In a significant development for the cryptocurrency sector, the UK government has officially excluded crypto staking from the classification of “collective investment schemes” (CIS), which are subject to strict regulatory oversight.
This change offers greater legal clarity for blockchain networks operating on proof-of-stake mechanisms, such as Ethereum and Solana.
The decision, outlined in an amendment to the Financial Services and Markets Act 2000, ensures that “qualifying crypto asset staking” will no longer fall under CIS regulations.
Unlike mutual funds or exchange-traded funds (ETFs), staking will not require authorisation or compliance with the stringent standards set by the Financial Conduct Authority (FCA). The amendment is set to come into effect on 31 January 2025.
A Step Towards Comprehensive Crypto Regulation
The move aligns with the UK Treasury’s broader strategy to regulate digital assets.

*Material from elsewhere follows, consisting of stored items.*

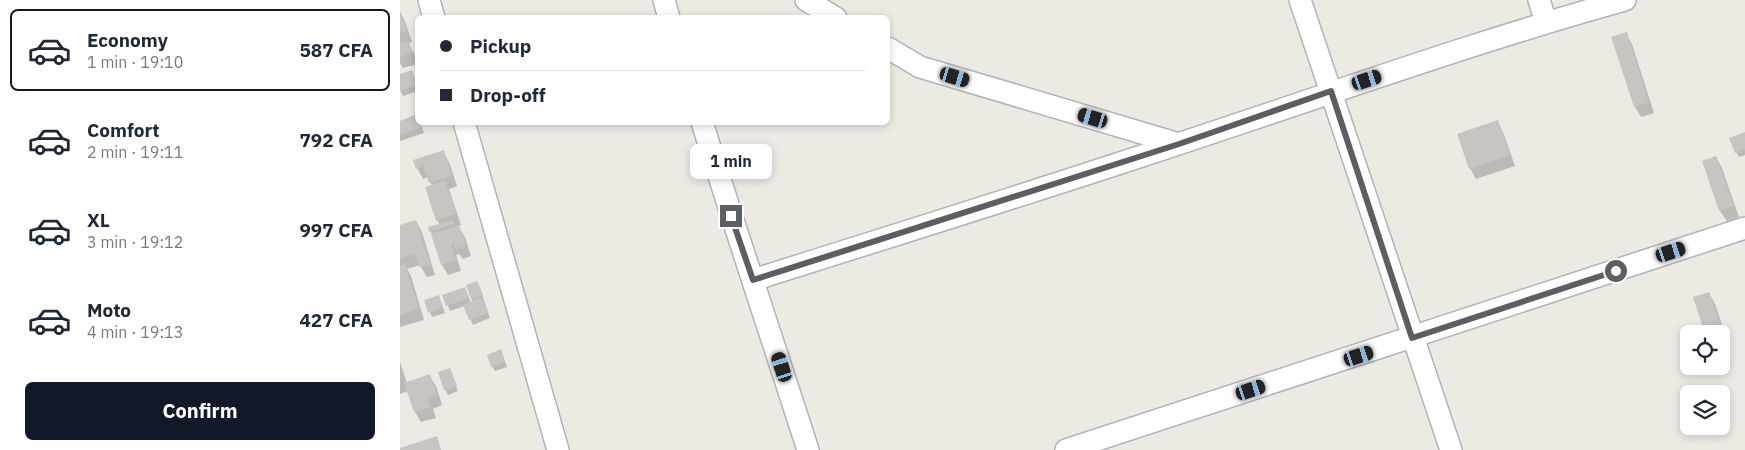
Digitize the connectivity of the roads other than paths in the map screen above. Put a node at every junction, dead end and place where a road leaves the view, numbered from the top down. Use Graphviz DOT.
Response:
graph roads {
  1 [pos="429,0"];
  2 [pos="664,0"];
  3 [pos="806,0"];
  4 [pos="1300,0"];
  5 [pos="1539,0"];
  6 [pos="1625,0"];
  7 [pos="433,15"];
  8 [pos="668,15"];
  9 [pos="831,15"];
  10 [pos="1546,22"];
  11 [pos="890,49"];
  12 [pos="1331,91"];
  13 [pos="465,125"];
  14 [pos="703,125"];
  15 [pos="1179,144"];
  16 [pos="1745,228"];
  17 [pos="753,280"];
  18 [pos="1412,338"];
  19 [pos="558,450"];
  20 [pos="808,450"];
  21 [pos="1066,450"];
  22 [pos="1451,450"];
  1 -- 7 [label="street"];
  2 -- 8 [label="street"];
  3 -- 9 [label="street"];
  4 -- 12 [label="street"];
  5 -- 10 [label="street"];
  6 -- 10 [label="street"];
  10 -- 12 [label="street"];
  11 -- 15 [label="street"];
  12 -- 15 [label="street"];
  12 -- 18 [label="street"];
  13 -- 19 [label="street"];
  14 -- 17 [label="street"];
  15 -- 17 [label="street"];
  16 -- 18 [label="street"];
  17 -- 20 [label="street"];
  18 -- 21 [label="street"];
  18 -- 22 [label="street"];
}
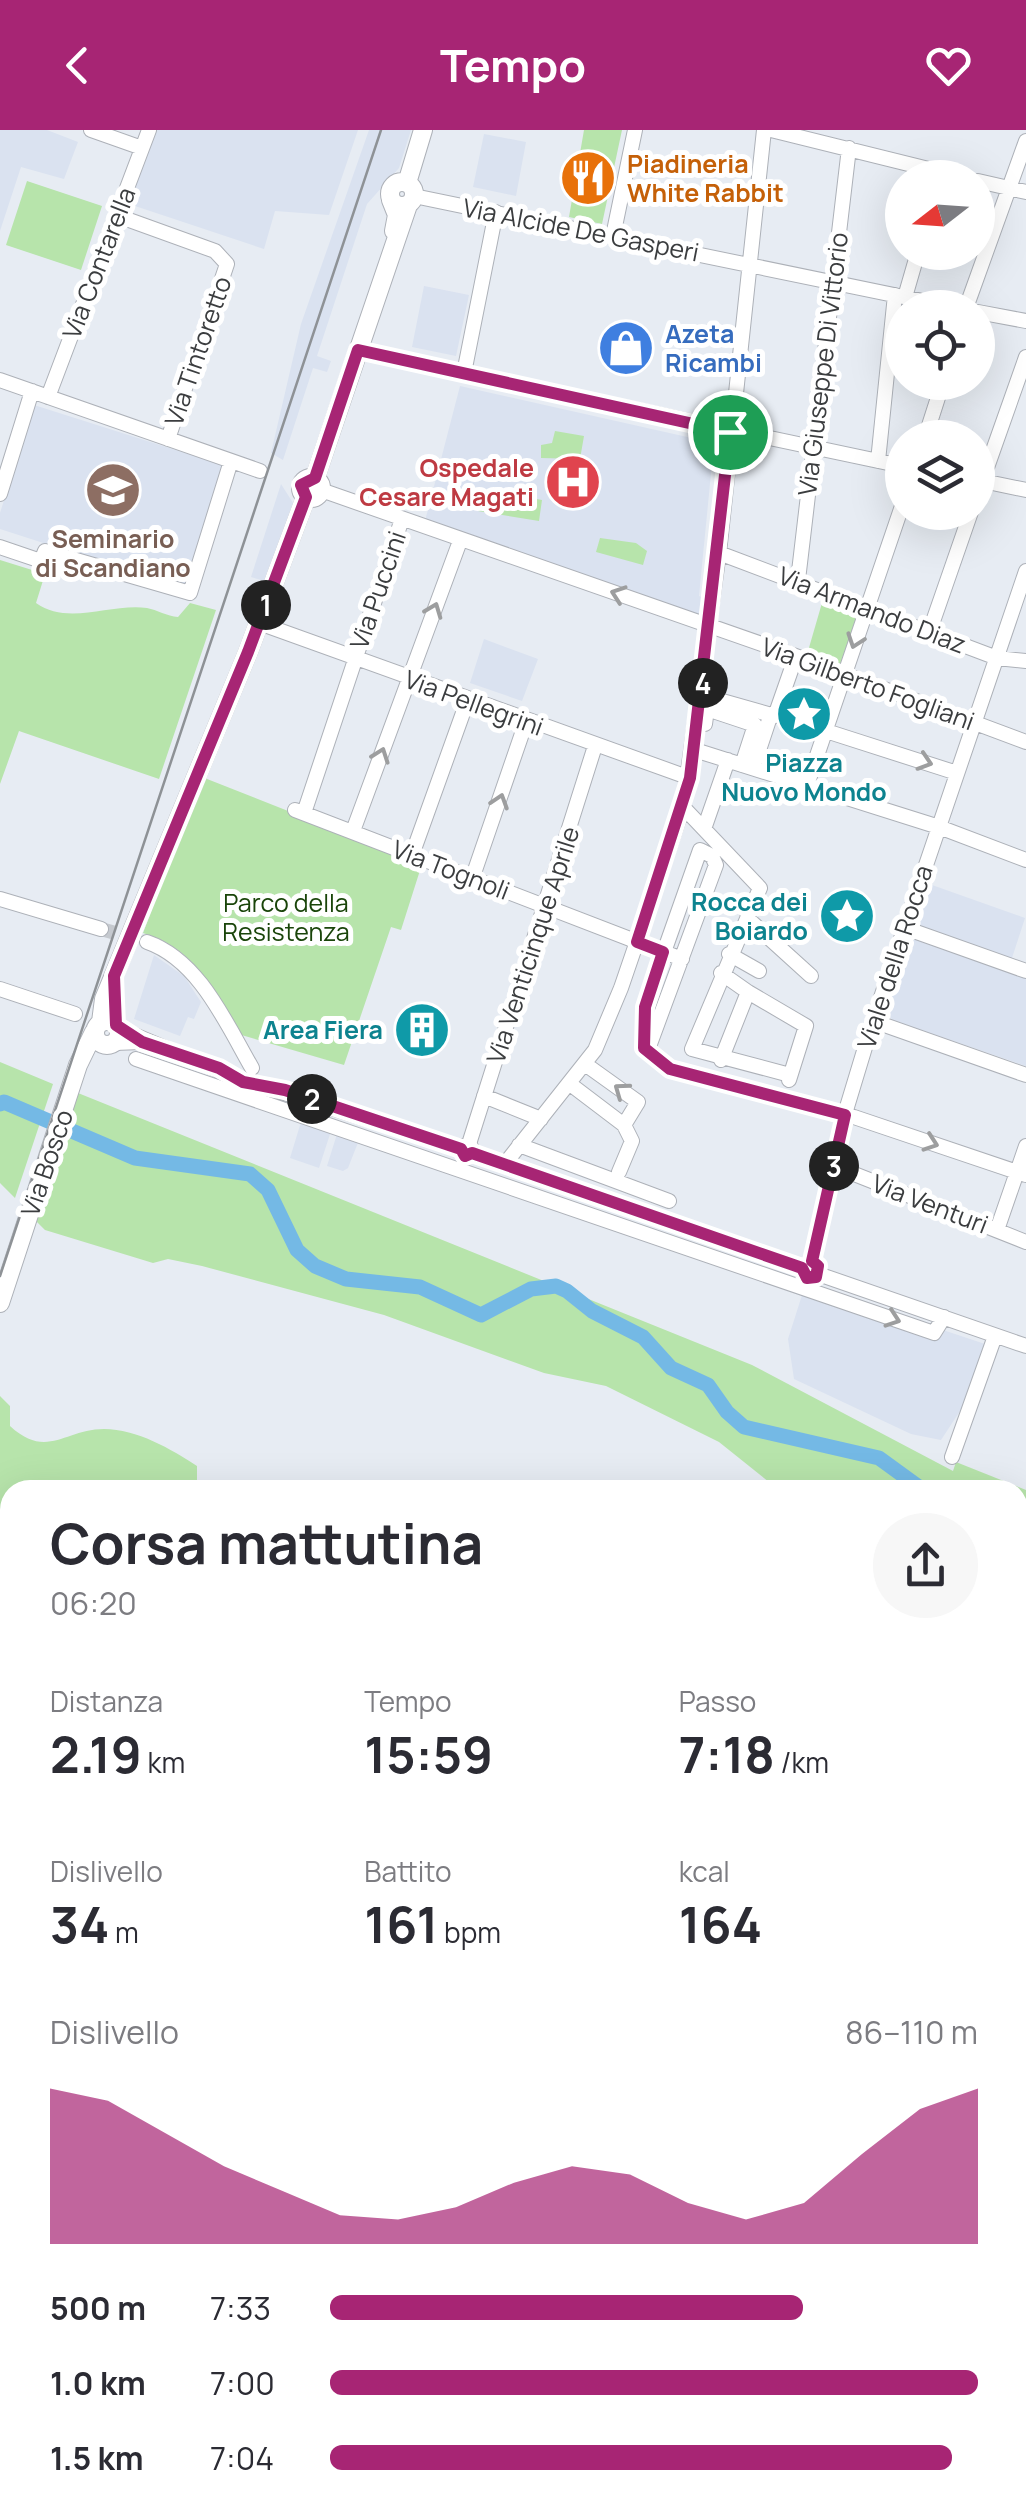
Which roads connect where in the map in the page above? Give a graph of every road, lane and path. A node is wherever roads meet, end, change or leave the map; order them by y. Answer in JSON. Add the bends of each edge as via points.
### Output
{"nodes":[{"id":1,"x":91,"y":130,"type":"edge"},
{"id":2,"x":149,"y":130,"type":"edge"},
{"id":3,"x":423,"y":130,"type":"edge"},
{"id":4,"x":634,"y":130,"type":"edge"},
{"id":5,"x":768,"y":130,"type":"edge"},
{"id":6,"x":1026,"y":141,"type":"edge"},
{"id":7,"x":142,"y":148,"type":"junction"},
{"id":8,"x":849,"y":148,"type":"junction"},
{"id":9,"x":889,"y":160,"type":"edge"},
{"id":10,"x":995,"y":184,"type":"edge"},
{"id":11,"x":1010,"y":188,"type":"junction"},
{"id":12,"x":1026,"y":192,"type":"edge"},
{"id":13,"x":405,"y":196,"type":"junction"},
{"id":14,"x":496,"y":212,"type":"junction"},
{"id":15,"x":118,"y":216,"type":"junction"},
{"id":16,"x":612,"y":236,"type":"junction"},
{"id":17,"x":747,"y":264,"type":"junction"},
{"id":18,"x":833,"y":282,"type":"junction"},
{"id":19,"x":973,"y":290,"type":"edge"},
{"id":20,"x":885,"y":293,"type":"edge"},
{"id":21,"x":995,"y":315,"type":"edge"},
{"id":22,"x":1026,"y":321,"type":"edge"},
{"id":23,"x":358,"y":350,"type":"junction"},
{"id":24,"x":1026,"y":357,"type":"edge"},
{"id":25,"x":464,"y":374,"type":"junction"},
{"id":26,"x":0,"y":380,"type":"edge"},
{"id":27,"x":32,"y":392,"type":"junction"},
{"id":28,"x":48,"y":397,"type":"junction"},
{"id":29,"x":886,"y":400,"type":"edge"},
{"id":30,"x":730,"y":432,"type":"junction"},
{"id":31,"x":168,"y":440,"type":"junction"},
{"id":32,"x":995,"y":441,"type":"edge"},
{"id":33,"x":814,"y":448,"type":"junction"},
{"id":34,"x":878,"y":461,"type":"junction"},
{"id":35,"x":231,"y":462,"type":"junction"},
{"id":36,"x":885,"y":462,"type":"edge"},
{"id":37,"x":260,"y":471,"type":"dead end"},
{"id":38,"x":995,"y":487,"type":"edge"},
{"id":39,"x":314,"y":488,"type":"junction"},
{"id":40,"x":1026,"y":490,"type":"edge"},
{"id":41,"x":0,"y":494,"type":"edge"},
{"id":42,"x":402,"y":519,"type":"junction"},
{"id":43,"x":894,"y":530,"type":"edge"},
{"id":44,"x":965,"y":530,"type":"edge"},
{"id":45,"x":460,"y":541,"type":"junction"},
{"id":46,"x":0,"y":547,"type":"edge"},
{"id":47,"x":719,"y":553,"type":"junction"},
{"id":48,"x":1026,"y":570,"type":"edge"},
{"id":49,"x":798,"y":580,"type":"junction"},
{"id":50,"x":866,"y":608,"type":"junction"},
{"id":51,"x":259,"y":623,"type":"junction"},
{"id":52,"x":710,"y":627,"type":"junction"},
{"id":53,"x":929,"y":633,"type":"junction"},
{"id":54,"x":796,"y":656,"type":"junction"},
{"id":55,"x":996,"y":658,"type":"junction"},
{"id":56,"x":354,"y":660,"type":"junction"},
{"id":57,"x":1026,"y":661,"type":"edge"},
{"id":58,"x":844,"y":673,"type":"junction"},
{"id":59,"x":408,"y":679,"type":"junction"},
{"id":60,"x":702,"y":694,"type":"junction"},
{"id":61,"x":468,"y":699,"type":"junction"},
{"id":62,"x":773,"y":716,"type":"junction"},
{"id":63,"x":526,"y":722,"type":"junction"},
{"id":64,"x":974,"y":724,"type":"junction"},
{"id":65,"x":826,"y":730,"type":"junction"},
{"id":66,"x":1026,"y":742,"type":"edge"},
{"id":67,"x":595,"y":746,"type":"junction"},
{"id":68,"x":701,"y":752,"type":"junction"},
{"id":69,"x":741,"y":764,"type":"junction"},
{"id":70,"x":957,"y":772,"type":"junction"},
{"id":71,"x":690,"y":778,"type":"junction"},
{"id":72,"x":807,"y":786,"type":"junction"},
{"id":73,"x":686,"y":810,"type":"junction"},
{"id":74,"x":300,"y":812,"type":"joint"},
{"id":75,"x":939,"y":827,"type":"junction"},
{"id":76,"x":704,"y":829,"type":"junction"},
{"id":77,"x":354,"y":832,"type":"junction"},
{"id":78,"x":412,"y":856,"type":"junction"},
{"id":79,"x":1026,"y":860,"type":"edge"},
{"id":80,"x":472,"y":879,"type":"junction"},
{"id":81,"x":0,"y":899,"type":"edge"},
{"id":82,"x":544,"y":905,"type":"junction"},
{"id":83,"x":747,"y":918,"type":"junction"},
{"id":84,"x":904,"y":928,"type":"junction"},
{"id":85,"x":101,"y":929,"type":"tunnel mouth"},
{"id":86,"x":147,"y":942,"type":"tunnel mouth"},
{"id":87,"x":637,"y":942,"type":"junction"},
{"id":88,"x":663,"y":952,"type":"junction"},
{"id":89,"x":728,"y":954,"type":"junction"},
{"id":90,"x":682,"y":960,"type":"junction"},
{"id":91,"x":759,"y":971,"type":"dead end"},
{"id":92,"x":1026,"y":971,"type":"edge"},
{"id":93,"x":721,"y":974,"type":"junction"},
{"id":94,"x":811,"y":976,"type":"dead end"},
{"id":95,"x":0,"y":990,"type":"edge"},
{"id":96,"x":748,"y":992,"type":"junction"},
{"id":97,"x":75,"y":1014,"type":"dead end"},
{"id":98,"x":873,"y":1021,"type":"junction"},
{"id":99,"x":109,"y":1033,"type":"junction"},
{"id":100,"x":647,"y":1052,"type":"junction"},
{"id":101,"x":136,"y":1058,"type":"dead end"},
{"id":102,"x":688,"y":1060,"type":"junction"},
{"id":103,"x":585,"y":1064,"type":"junction"},
{"id":104,"x":719,"y":1068,"type":"junction"},
{"id":105,"x":247,"y":1073,"type":"junction"},
{"id":106,"x":1026,"y":1075,"type":"edge"},
{"id":107,"x":570,"y":1084,"type":"junction"},
{"id":108,"x":787,"y":1086,"type":"junction"},
{"id":109,"x":484,"y":1096,"type":"junction"},
{"id":110,"x":845,"y":1115,"type":"junction"},
{"id":111,"x":542,"y":1119,"type":"junction"},
{"id":112,"x":624,"y":1124,"type":"junction"},
{"id":113,"x":519,"y":1145,"type":"junction"},
{"id":114,"x":1026,"y":1146,"type":"edge"},
{"id":115,"x":467,"y":1148,"type":"junction"},
{"id":116,"x":504,"y":1165,"type":"junction"},
{"id":117,"x":834,"y":1166,"type":"junction"},
{"id":118,"x":1021,"y":1173,"type":"edge"},
{"id":119,"x":616,"y":1177,"type":"junction"},
{"id":120,"x":669,"y":1201,"type":"dead end"},
{"id":121,"x":997,"y":1230,"type":"junction"},
{"id":122,"x":1026,"y":1242,"type":"edge"},
{"id":123,"x":810,"y":1268,"type":"junction"},
{"id":124,"x":0,"y":1304,"type":"edge"},
{"id":125,"x":944,"y":1317,"type":"junction"},
{"id":126,"x":995,"y":1336,"type":"junction"},
{"id":127,"x":1026,"y":1346,"type":"edge"},
{"id":128,"x":952,"y":1458,"type":"dead end"}],
"edges":[{"from":1,"to":7,"type":"street"},
{"from":2,"to":7,"type":"street","name":"Via Contarella"},
{"from":3,"to":13,"type":"main road","name":"Via Bosco"},
{"from":4,"to":16,"type":"street"},
{"from":5,"to":8,"type":"street"},
{"from":5,"to":17,"type":"street"},
{"from":6,"to":11,"type":"street"},
{"from":7,"to":15,"type":"street","name":"Via Contarella"},
{"from":8,"to":9,"type":"street"},
{"from":8,"to":18,"type":"street","name":"Via Giuseppe Di Vittorio"},
{"from":10,"to":11,"type":"street"},
{"from":11,"to":12,"type":"street"},
{"from":11,"to":19,"type":"street"},
{"from":13,"to":14,"type":"street","name":"Via Alcide De Gasperi"},
{"from":13,"to":23,"type":"main road","name":"Via Bosco"},
{"from":14,"to":16,"type":"street","name":"Via Alcide De Gasperi"},
{"from":14,"to":25,"type":"street"},
{"from":15,"to":28,"type":"street","name":"Via Contarella"},
{"from":15,"to":31,"type":"street","name":"Via Tintoretto","via":[[226,260]]},
{"from":16,"to":17,"type":"street","name":"Via Alcide De Gasperi"},
{"from":17,"to":18,"type":"street","name":"Via Alcide De Gasperi"},
{"from":17,"to":30,"type":"street"},
{"from":18,"to":20,"type":"street","name":"Via Alcide De Gasperi"},
{"from":18,"to":33,"type":"street","name":"Via Giuseppe Di Vittorio"},
{"from":21,"to":22,"type":"street"},
{"from":23,"to":25,"type":"street"},
{"from":23,"to":39,"type":"main road","name":"Via Bosco"},
{"from":24,"to":32,"type":"street"},
{"from":25,"to":30,"type":"street"},
{"from":26,"to":27,"type":"street"},
{"from":27,"to":28,"type":"street"},
{"from":27,"to":41,"type":"street"},
{"from":28,"to":31,"type":"street"},
{"from":29,"to":34,"type":"street"},
{"from":30,"to":33,"type":"street"},
{"from":30,"to":47,"type":"street"},
{"from":31,"to":35,"type":"street"},
{"from":33,"to":34,"type":"street"},
{"from":33,"to":49,"type":"street","name":"Via Giuseppe Di Vittorio"},
{"from":34,"to":36,"type":"street"},
{"from":35,"to":37,"type":"street"},
{"from":35,"to":46,"type":"street","via":[[190,593],[44,550],[41,561]]},
{"from":38,"to":40,"type":"street"},
{"from":39,"to":42,"type":"street","name":"Via Gilberto Fogliani"},
{"from":39,"to":51,"type":"main road","name":"Via Bosco"},
{"from":42,"to":45,"type":"street","name":"Via Gilberto Fogliani"},
{"from":42,"to":56,"type":"street","name":"Via Puccini"},
{"from":43,"to":50,"type":"street"},
{"from":44,"to":53,"type":"street"},
{"from":52,"to":45,"type":"street","name":"Via Gilberto Fogliani","one_way":true},
{"from":59,"to":45,"type":"street","one_way":true},
{"from":47,"to":49,"type":"street","name":"Via Armando Diaz"},
{"from":47,"to":52,"type":"street"},
{"from":48,"to":55,"type":"street","name":"Viale della Rocca"},
{"from":49,"to":50,"type":"street","name":"Via Armando Diaz"},
{"from":50,"to":53,"type":"street","name":"Via Armando Diaz"},
{"from":50,"to":58,"type":"street","one_way":true},
{"from":51,"to":56,"type":"street","name":"Via Pellegrini"},
{"from":51,"to":99,"type":"main road","name":"Via Bosco","via":[[114,976]]},
{"from":52,"to":54,"type":"street","name":"Via Gilberto Fogliani"},
{"from":52,"to":60,"type":"street"},
{"from":53,"to":55,"type":"street","name":"Via Armando Diaz"},
{"from":54,"to":58,"type":"street","name":"Via Gilberto Fogliani"},
{"from":54,"to":62,"type":"street"},
{"from":55,"to":57,"type":"street","name":"Via Armando Diaz"},
{"from":55,"to":64,"type":"street","name":"Viale della Rocca"},
{"from":56,"to":59,"type":"street","name":"Via Pellegrini"},
{"from":56,"to":74,"type":"street","name":"Via Puccini"},
{"from":58,"to":64,"type":"street","name":"Via Gilberto Fogliani"},
{"from":58,"to":65,"type":"street"},
{"from":59,"to":61,"type":"street","name":"Via Pellegrini"},
{"from":77,"to":59,"type":"street","one_way":true},
{"from":60,"to":62,"type":"street"},
{"from":60,"to":71,"type":"street"},
{"from":61,"to":63,"type":"street","name":"Via Pellegrini"},
{"from":61,"to":78,"type":"street"},
{"from":62,"to":69,"type":"street"},
{"from":63,"to":67,"type":"street","name":"Via Pellegrini"},
{"from":80,"to":63,"type":"street","one_way":true},
{"from":64,"to":66,"type":"street","name":"Via Gilberto Fogliani"},
{"from":64,"to":70,"type":"street","name":"Viale della Rocca"},
{"from":65,"to":70,"type":"street","one_way":true},
{"from":65,"to":72,"type":"street"},
{"from":67,"to":71,"type":"street","name":"Via Pellegrini"},
{"from":67,"to":82,"type":"street","name":"Via Venticinque Aprile"},
{"from":68,"to":69,"type":"street"},
{"from":68,"to":69,"type":"street","via":[[707,708],[754,724]]},
{"from":68,"to":73,"type":"street"},
{"from":69,"to":72,"type":"street"},
{"from":69,"to":76,"type":"street"},
{"from":70,"to":75,"type":"street","name":"Viale della Rocca"},
{"from":71,"to":73,"type":"street"},
{"from":72,"to":75,"type":"street"},
{"from":73,"to":76,"type":"street"},
{"from":73,"to":87,"type":"street"},
{"from":74,"to":77,"type":"street","name":"Via Tognoli"},
{"from":75,"to":79,"type":"street"},
{"from":75,"to":84,"type":"street","name":"Viale della Rocca"},
{"from":76,"to":83,"type":"street","via":[[760,888]]},
{"from":77,"to":78,"type":"street","name":"Via Tognoli"},
{"from":78,"to":80,"type":"street","name":"Via Tognoli"},
{"from":80,"to":82,"type":"street","name":"Via Tognoli"},
{"from":81,"to":85,"type":"street"},
{"from":82,"to":87,"type":"street","name":"Via Tognoli"},
{"from":82,"to":109,"type":"street","name":"Via Venticinque Aprile"},
{"from":83,"to":89,"type":"street"},
{"from":83,"to":94,"type":"street"},
{"from":84,"to":92,"type":"street"},
{"from":84,"to":98,"type":"street","name":"Viale della Rocca"},
{"from":86,"to":105,"type":"street","via":[[191,970],[239,1046]]},
{"from":87,"to":88,"type":"street","name":"Via Tognoli"},
{"from":87,"to":103,"type":"street","via":[[610,1020]]},
{"from":88,"to":90,"type":"street","name":"Via Tognoli"},
{"from":88,"to":90,"type":"street","via":[[700,850],[716,865]]},
{"from":88,"to":100,"type":"street","via":[[645,1007]]},
{"from":89,"to":91,"type":"street"},
{"from":89,"to":93,"type":"street"},
{"from":90,"to":100,"type":"street"},
{"from":93,"to":96,"type":"street"},
{"from":93,"to":102,"type":"street"},
{"from":95,"to":97,"type":"street"},
{"from":96,"to":104,"type":"street"},
{"from":96,"to":108,"type":"street","via":[[806,1026]]},
{"from":98,"to":106,"type":"street"},
{"from":98,"to":110,"type":"street","name":"Viale della Rocca"},
{"from":99,"to":105,"type":"street"},
{"from":99,"to":124,"type":"main road","name":"Via Bosco","via":[[76,1077]]},
{"from":100,"to":102,"type":"street","via":[[663,1066]]},
{"from":101,"to":125,"type":"street","one_way":true,"via":[[934,1333]]},
{"from":102,"to":104,"type":"street"},
{"from":102,"to":104,"type":"street"},
{"from":103,"to":107,"type":"street"},
{"from":112,"to":103,"type":"street","one_way":true,"via":[[638,1102]]},
{"from":104,"to":108,"type":"street"},
{"from":104,"to":108,"type":"street"},
{"from":105,"to":115,"type":"street"},
{"from":107,"to":111,"type":"street"},
{"from":107,"to":112,"type":"street"},
{"from":108,"to":110,"type":"street"},
{"from":109,"to":111,"type":"street"},
{"from":109,"to":115,"type":"street","name":"Via Venticinque Aprile"},
{"from":110,"to":117,"type":"street","name":"Viale della Rocca"},
{"from":110,"to":118,"type":"street","one_way":true},
{"from":111,"to":113,"type":"street"},
{"from":112,"to":119,"type":"street","via":[[632,1141]]},
{"from":113,"to":116,"type":"street"},
{"from":113,"to":119,"type":"street"},
{"from":114,"to":118,"type":"street"},
{"from":115,"to":116,"type":"street"},
{"from":116,"to":123,"type":"street"},
{"from":117,"to":121,"type":"street","name":"Via Venturi"},
{"from":117,"to":123,"type":"street","name":"Viale della Rocca"},
{"from":118,"to":121,"type":"street"},
{"from":119,"to":120,"type":"street"},
{"from":121,"to":122,"type":"street","name":"Via Venturi"},
{"from":123,"to":125,"type":"street"},
{"from":125,"to":126,"type":"street"},
{"from":126,"to":127,"type":"street"},
{"from":126,"to":128,"type":"street"}]}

New guidelines addressing crypto staking services, stablecoins, and related activities are expected in early 2025.
Additionally, a comprehensive regulatory framework for crypto trading platforms and lending services is anticipated by 2026.
Ongoing Challenges in Crypto Oversight
While the government takes steps to modernise regulations, the FCA continues to face challenges in policing the crypto industry.
In 2024, the FCA received thousands of complaints about unlawful crypto advertisements but acted on just over half of the cases.
High-profile issues, such as TikTok’s alleged promotion of an unregistered crypto exchange and the UK service suspension by the Solana-based Pump.fun platform, highlight ongoing enforcement difficulties.
Balancing Innovation and Investor Protection
The Treasury’s decision to exempt staking from CIS regulations demonstrates a commitment to fostering innovation in blockchain technology while addressing regulatory gaps.
By reducing the compliance burden on staking activities, the UK positions itself as a hub for blockchain and crypto innovation, balancing technological advancement with the protection of investors.
This policy shift underscores the UK’s intent to lead in the evolving digital asset landscape while ensuring responsible regulatory measures are in place.